Otherwise, standard practice should be to rename them to .txt so they can be opened and viewed uncompressed.
 
Do I use --condition_on_previous_text False or --condition_on_previous_text=False or do both work?
 
Do I use --condition_on_previous_text False or --condition_on_previous_text=False or do both work?

If you are using the command line (which I assume is what you are doing based on the "--", it is "--condition_on_previous_text False". You do not do any equal sign on the command line.
 
Yes, I'm using the command line. Thanks.
 
  • Like
Reactions: panop857
False for "condition on previous text" lets Whisper start doing things like subtitling (crying) and (grunting), but I also get (speaking in foreign language). No shit, Whisper? That is what I am here for!

That is some of the value in running Whisper multiple times per project. One of them will pick up an actual translation instead of (speaking in foreign language).
 
Setting it to False did help with all the repeated lines. Haven't actually watched the movie yet, just skimmed through the subtitles so not sure yet how good or bad they are. Probably not great as my current computer can't handle the large model, medium is the highest.
 
  • Like
Reactions: panop857 and r00g
My best luck so far has been no_speech_threshold at 0.6, log at -1.0, and condition_on_previous_text as False. Beam size something like 8 or 10.

This is a good general use for recent HD videos. I imagine that lower video quality could use other solutions.

From there, open it up in SubtitleEdit and identify the weird or bad lines and watch the video to see what they should be. SubtitleEdit feels like it was made for editing auto transcriptions due to how everything is laid out.
 
Just a little PSA. I've been using Faster Whisper through Faster Whisper Webui (https://huggingface.co/aadnk) for some days now, and I really recommend trying it out.

I have a 3080 and I've been using large-v2 as model, and with faster whisper I'm cutting from 20 to 60+ minutes on tasks, using way less GPU memory, and producing so much less heat :)

I can also push settings more now because I don't run out of VRAM.

Since it uses less VRAM, it also means that people who doesn't have 10 GB VRAM can use large-v2. RTX 2060 6GB seems to run it smoothly according to a comment on Faster Whisper Webui community tab

Faster Whisper (https://github.com/guillaumekln/faster-whisper):

faster-whisper is a reimplementation of OpenAI's Whisper model using CTranslate2, which is a fast inference engine for Transformer models.

This implementation is up to 4 times faster than openai/whisper for the same accuracy while using less memory. The efficiency can be further improved with 8-bit quantization on both CPU and GPU.
 
Just a little PSA. I've been using Faster Whisper through Faster Whisper Webui (https://huggingface.co/aadnk) for some days now, and I really recommend trying it out.

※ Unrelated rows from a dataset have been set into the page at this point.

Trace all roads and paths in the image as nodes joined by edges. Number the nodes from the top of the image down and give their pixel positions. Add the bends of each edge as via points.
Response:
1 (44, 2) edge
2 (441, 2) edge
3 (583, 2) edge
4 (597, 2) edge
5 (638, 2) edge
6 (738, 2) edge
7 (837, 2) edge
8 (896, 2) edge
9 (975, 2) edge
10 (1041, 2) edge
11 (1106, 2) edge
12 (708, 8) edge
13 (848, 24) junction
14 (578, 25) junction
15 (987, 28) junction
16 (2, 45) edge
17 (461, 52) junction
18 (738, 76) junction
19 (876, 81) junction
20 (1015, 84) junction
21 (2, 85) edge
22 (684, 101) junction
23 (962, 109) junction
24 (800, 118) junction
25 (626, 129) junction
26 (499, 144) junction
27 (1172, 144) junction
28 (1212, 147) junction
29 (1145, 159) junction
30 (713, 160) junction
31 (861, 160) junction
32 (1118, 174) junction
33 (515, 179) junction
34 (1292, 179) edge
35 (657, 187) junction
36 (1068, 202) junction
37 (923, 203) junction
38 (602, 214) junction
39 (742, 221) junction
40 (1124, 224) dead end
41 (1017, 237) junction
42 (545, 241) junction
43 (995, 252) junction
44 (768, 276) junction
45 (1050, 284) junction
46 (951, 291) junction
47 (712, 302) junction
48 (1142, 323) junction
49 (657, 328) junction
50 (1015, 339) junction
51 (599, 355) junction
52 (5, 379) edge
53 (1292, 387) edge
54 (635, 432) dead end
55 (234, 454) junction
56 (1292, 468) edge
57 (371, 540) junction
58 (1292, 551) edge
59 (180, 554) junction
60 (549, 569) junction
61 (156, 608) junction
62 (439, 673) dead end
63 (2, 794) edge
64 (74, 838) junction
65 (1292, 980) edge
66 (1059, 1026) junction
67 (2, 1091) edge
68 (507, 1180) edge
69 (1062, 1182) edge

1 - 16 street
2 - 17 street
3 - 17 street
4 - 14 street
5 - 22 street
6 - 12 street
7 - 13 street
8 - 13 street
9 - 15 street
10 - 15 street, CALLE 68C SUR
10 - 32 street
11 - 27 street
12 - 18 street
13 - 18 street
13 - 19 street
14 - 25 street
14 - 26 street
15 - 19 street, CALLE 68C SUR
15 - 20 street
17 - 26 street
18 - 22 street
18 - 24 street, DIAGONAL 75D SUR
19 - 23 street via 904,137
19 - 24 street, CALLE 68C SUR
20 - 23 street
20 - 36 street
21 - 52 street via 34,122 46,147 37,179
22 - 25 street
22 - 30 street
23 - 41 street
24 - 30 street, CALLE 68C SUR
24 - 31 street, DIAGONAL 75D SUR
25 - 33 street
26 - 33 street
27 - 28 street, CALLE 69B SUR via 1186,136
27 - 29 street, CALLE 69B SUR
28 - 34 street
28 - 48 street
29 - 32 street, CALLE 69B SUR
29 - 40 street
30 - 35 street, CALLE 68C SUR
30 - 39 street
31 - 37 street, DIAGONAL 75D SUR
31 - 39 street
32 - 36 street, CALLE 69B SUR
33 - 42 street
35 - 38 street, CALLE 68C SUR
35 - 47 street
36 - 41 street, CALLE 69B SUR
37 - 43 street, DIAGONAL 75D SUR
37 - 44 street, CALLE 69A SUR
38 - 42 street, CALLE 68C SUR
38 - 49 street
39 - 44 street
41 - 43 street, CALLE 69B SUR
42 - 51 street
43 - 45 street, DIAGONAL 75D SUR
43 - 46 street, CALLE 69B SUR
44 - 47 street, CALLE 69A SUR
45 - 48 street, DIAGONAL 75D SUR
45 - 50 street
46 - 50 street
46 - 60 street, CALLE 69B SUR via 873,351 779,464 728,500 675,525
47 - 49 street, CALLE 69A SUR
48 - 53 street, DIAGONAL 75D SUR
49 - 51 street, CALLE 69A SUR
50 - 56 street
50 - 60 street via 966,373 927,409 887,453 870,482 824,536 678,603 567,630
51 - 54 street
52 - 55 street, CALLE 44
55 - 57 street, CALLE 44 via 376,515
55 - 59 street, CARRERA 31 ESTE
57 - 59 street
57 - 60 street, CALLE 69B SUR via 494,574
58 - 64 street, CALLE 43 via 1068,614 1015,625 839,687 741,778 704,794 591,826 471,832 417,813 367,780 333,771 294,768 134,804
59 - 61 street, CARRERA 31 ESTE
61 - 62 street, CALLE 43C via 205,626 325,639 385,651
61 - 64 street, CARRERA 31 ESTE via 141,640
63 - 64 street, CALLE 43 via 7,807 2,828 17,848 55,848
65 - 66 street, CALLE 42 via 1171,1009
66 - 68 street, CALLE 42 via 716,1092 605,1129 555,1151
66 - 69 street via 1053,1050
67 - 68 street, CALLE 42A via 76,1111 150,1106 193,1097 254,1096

I have a 3080 and I've been using large-v2 as model, and with faster whisper I'm cutting from 20 to 60+ minutes on tasks, using way less GPU memory, and producing so much less heat :)

I can also push settings more now because I don't run out of VRAM.

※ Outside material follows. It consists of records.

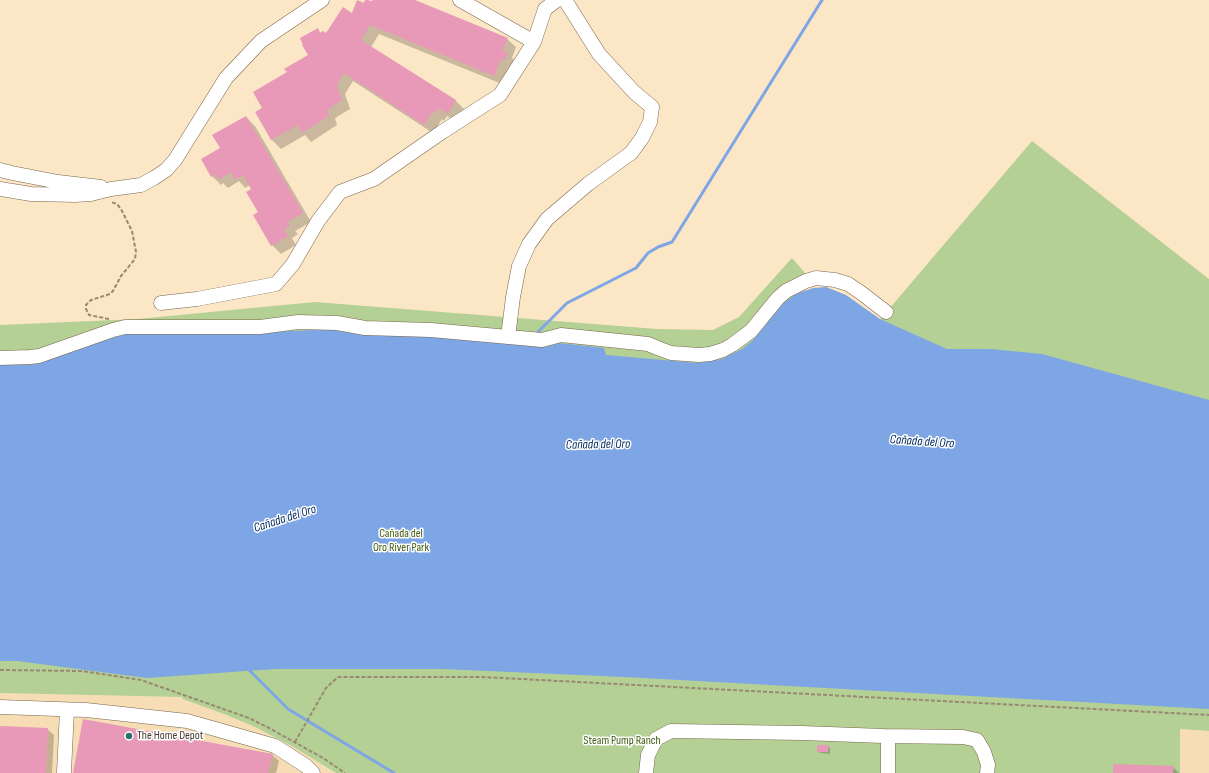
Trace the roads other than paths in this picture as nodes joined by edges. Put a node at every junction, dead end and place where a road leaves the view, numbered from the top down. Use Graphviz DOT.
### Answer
graph roads {
  1 [pos="322,0"];
  2 [pos="460,0"];
  3 [pos="557,0"];
  4 [pos="565,0"];
  5 [pos="534,42"];
  6 [pos="0,170"];
  7 [pos="0,189"];
  8 [pos="109,195"];
  9 [pos="161,303"];
  10 [pos="886,312"];
  11 [pos="508,337"];
  12 [pos="0,358"];
  13 [pos="0,707"];
  14 [pos="67,710"];
  15 [pos="888,737"];
  16 [pos="64,772"];
  17 [pos="313,773"];
  18 [pos="646,773"];
  19 [pos="888,773"];
  20 [pos="987,773"];
  1 -- 8 [label="street"];
  2 -- 5 [label="street"];
  3 -- 5 [label="street"];
  4 -- 11 [label="street"];
  5 -- 9 [label="street"];
  6 -- 8 [label="street"];
  7 -- 8 [label="street"];
  10 -- 11 [label="street"];
  11 -- 12 [label="street"];
  13 -- 14 [label="street"];
  14 -- 16 [label="street"];
  14 -- 17 [label="street"];
  15 -- 18 [label="street"];
  15 -- 19 [label="street"];
  15 -- 20 [label="street"];
}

Since it uses less VRAM, it also means that people who doesn't have 10 GB VRAM can use large-v2. RTX 2060 6GB seems to run it smoothly according to a comment on Faster Whisper Webui community tab

Is there a way to run this via the command line as simply as regular Whisper? I have a ton of problems with trying to do things via regular Python code. I encounter way more VRAM issues, etc and it doesn't spit out all of the different subtitle formats automatically.


EDIT: Looks like that is what this is trying to do?

Looks like trying to get that running totally broke my ability to run regular Whisper, so I guess I'm out of the game for the foreseeable future. Looks like library pathing is a disaster for whisper-ctranslate2, so you need to jump through a bunch of hoops. Not even remotely as simple as regular commandline whisper. This seems to be something that pretty much everybody is crashing so I imagine it will get fixed.
 
Last edited:
Is 8 GB enough to run large with this version? The normal whisper won't go above medium with 8 GB. I don't really care that much about the higher speed, but being able to use a bigger language model would be great.